The digital picture are here: http://sagitter.fedorapeople.org/kernel-boot.tar.gz
2011/10/27 Don Zickus dzickus@redhat.com
On Thu, Oct 27, 2011 at 04:56:27PM +0200, Antonio Trande wrote:
Ok. I've made a video [1].
The video is to fuzzy and moving around to much for me to see the pieces I need to see. It is easier to take a picture (2 or 3 probably). Also make sure you cc the fedora list as someone there might be able to notice something and help out.
Cheers, Don
2011/10/27 Don Zickus dzickus@redhat.com
On Thu, Oct 27, 2011 at 01:50:17PM +0200, Antonio Trande wrote:
Hello.
After to have installed the lastest kernel (3.1-0-1) on my Fedora 16 x86_64bit, i get a kernel crash during boot. Now the main problem is how to recover 'boot log' or 'messages log'
in
order
to ask help because it isnt created.
Can you take a digital picture? Attaching that here will work (don't
make
the size very large). Or if your machine has a serial console, you can hook it up to another machine and run minicom to collect the output
(after
configuring the serial console on the grub command line, I need to dig
up
a documentation link to assist).
Cheers, Don
-- *Antonio Trande "Fedora Ambassador"
**mail*: mailto:sagitter@fedoraproject.org sagitter@fedoraproject.org *Homepage*: http://www.fedora-os.org *Sip Address* : sip:sagitter AT ekiga.net *Jabber http://jabber.org/* :sagitter AT jabber.org *GPG Key: CFE3479C*
On Thu, Oct 27, 2011 at 06:59:12PM +0200, Antonio Trande wrote:
The digital picture are here: http://sagitter.fedorapeople.org/kernel-boot.tar.gz
According to our DM guys this fix just missed 3.1
http://git.kernel.dk/?p=linux-block.git;a=commit;h=f26d8f0562da76731cb049943... http://git.kernel.dk/?p=linux-block.git;a=commit;h=8f02b3a09b1b7d2a4d24b8cd7...

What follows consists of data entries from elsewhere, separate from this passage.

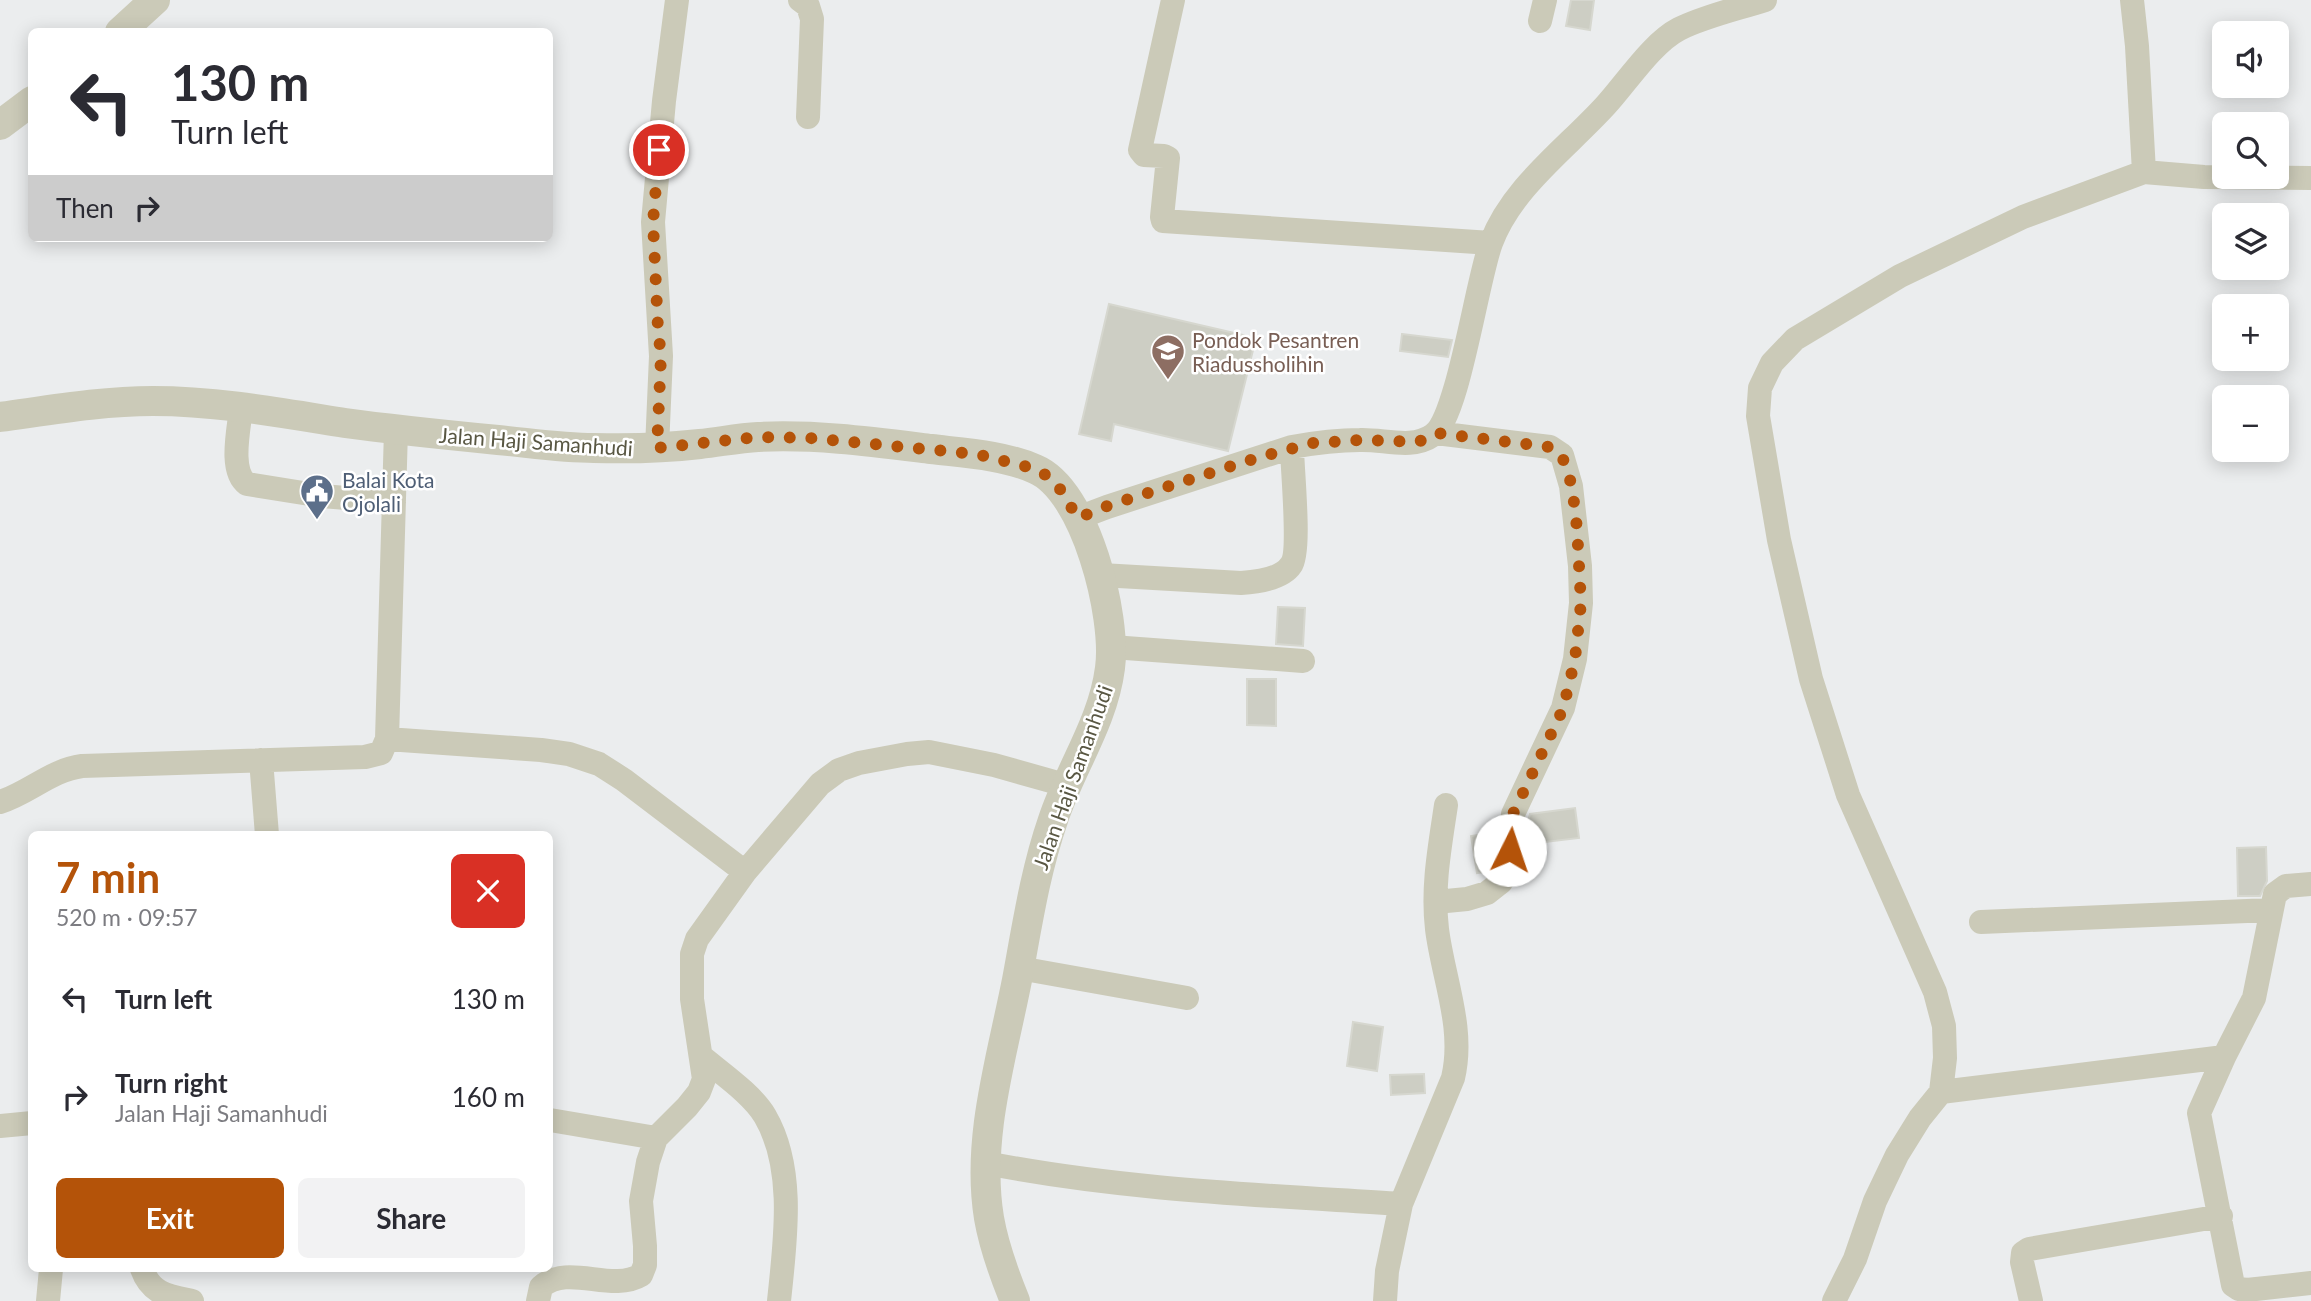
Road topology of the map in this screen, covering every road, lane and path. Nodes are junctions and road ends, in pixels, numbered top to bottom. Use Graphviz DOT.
graph roads {
  1 [pos="155,0"];
  2 [pos="677,0"];
  3 [pos="800,0"];
  4 [pos="1173,0"];
  5 [pos="1765,0"];
  6 [pos="2132,0"];
  7 [pos="124,28"];
  8 [pos="28,104"];
  9 [pos="808,117"];
  10 [pos="0,125"];
  11 [pos="2144,172"];
  12 [pos="2311,178"];
  13 [pos="1491,243"];
  14 [pos="241,408"];
  15 [pos="0,418"];
  16 [pos="396,430"];
  17 [pos="1436,433"];
  18 [pos="1292,447"];
  19 [pos="657,448"];
  20 [pos="394,502"];
  21 [pos="1078,518"];
  22 [pos="1101,575"];
  23 [pos="1112,647"];
  24 [pos="1303,661"];
  25 [pos="387,739"];
  26 [pos="261,760"];
  27 [pos="1065,785"];
  28 [pos="0,802"];
  29 [pos="1446,806"];
  30 [pos="267,831"];
  31 [pos="745,872"];
  32 [pos="2311,884"];
  33 [pos="1436,902"];
  34 [pos="2271,911"];
  35 [pos="1981,922"];
  36 [pos="1019,968"];
  37 [pos="1187,998"];
  38 [pos="702,1057"];
  39 [pos="2224,1058"];
  40 [pos="1941,1092"];
  41 [pos="553,1121"];
  42 [pos="28,1123"];
  43 [pos="0,1126"];
  44 [pos="656,1138"];
  45 [pos="986,1163"];
  46 [pos="1401,1203"];
  47 [pos="2221,1216"];
  48 [pos="51,1272"];
  49 [pos="144,1272"];
  50 [pos="2311,1283"];
  51 [pos="48,1301"];
  52 [pos="192,1301"];
  53 [pos="538,1301"];
  54 [pos="779,1301"];
  55 [pos="1015,1301"];
  56 [pos="1385,1301"];
  57 [pos="1834,1301"];
  58 [pos="2031,1301"];
  1 -- 7 [label="street"];
  2 -- 19 [label="street"];
  3 -- 9 [label="street"];
  4 -- 13 [label="street"];
  5 -- 13 [label="street"];
  6 -- 11 [label="street"];
  8 -- 10 [label="street"];
  11 -- 12 [label="street"];
  11 -- 40 [label="street"];
  13 -- 17 [label="street"];
  14 -- 15 [label="street, Jalan Haji Samanhudi"];
  14 -- 16 [label="street, Jalan Haji Samanhudi"];
  14 -- 20 [label="street"];
  16 -- 19 [label="street, Jalan Haji Samanhudi"];
  16 -- 20 [label="street"];
  17 -- 18 [label="street"];
  17 -- 33 [label="street"];
  18 -- 21 [label="street"];
  18 -- 22 [label="street"];
  19 -- 21 [label="street, Jalan Haji Samanhudi"];
  20 -- 25 [label="street"];
  21 -- 22 [label="street, Jalan Haji Samanhudi"];
  22 -- 23 [label="street, Jalan Haji Samanhudi"];
  23 -- 24 [label="street"];
  23 -- 27 [label="street, Jalan Haji Samanhudi"];
  25 -- 26 [label="street"];
  25 -- 31 [label="street"];
  26 -- 28 [label="street"];
  26 -- 30 [label="street"];
  27 -- 31 [label="street"];
  27 -- 36 [label="street, Jalan Haji Samanhudi"];
  29 -- 33 [label="street"];
  31 -- 38 [label="street"];
  32 -- 34 [label="street"];
  33 -- 46 [label="street"];
  34 -- 35 [label="street"];
  34 -- 39 [label="street"];
  36 -- 37 [label="street"];
  36 -- 45 [label="street, Jalan Haji Samanhudi"];
  38 -- 44 [label="street"];
  38 -- 54 [label="street"];
  39 -- 40 [label="street"];
  39 -- 47 [label="street"];
  40 -- 57 [label="street"];
  41 -- 44 [label="street"];
  42 -- 43 [label="street"];
  44 -- 53 [label="street"];
  45 -- 46 [label="street"];
  45 -- 55 [label="street, Jalan Haji Samanhudi"];
  46 -- 56 [label="street"];
  47 -- 50 [label="street"];
  47 -- 58 [label="street"];
  48 -- 51 [label="street"];
  49 -- 52 [label="street"];
}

I cc'd Jeff Moyer he knows about it. The DM folks assume that you are using multipath (as that is the only way you can hit this bug from their point of view).
Cheers, Don
Don Zickus dzickus@redhat.com writes:
On Thu, Oct 27, 2011 at 06:59:12PM +0200, Antonio Trande wrote:
The digital picture are here: http://sagitter.fedorapeople.org/kernel-boot.tar.gz
According to our DM guys this fix just missed 3.1
http://git.kernel.dk/?p=linux-block.git;a=commit;h=f26d8f0562da76731cb049943... http://git.kernel.dk/?p=linux-block.git;a=commit;h=8f02b3a09b1b7d2a4d24b8cd7...
I cc'd Jeff Moyer he knows about it. The DM folks assume that you are using multipath (as that is the only way you can hit this bug from their point of view).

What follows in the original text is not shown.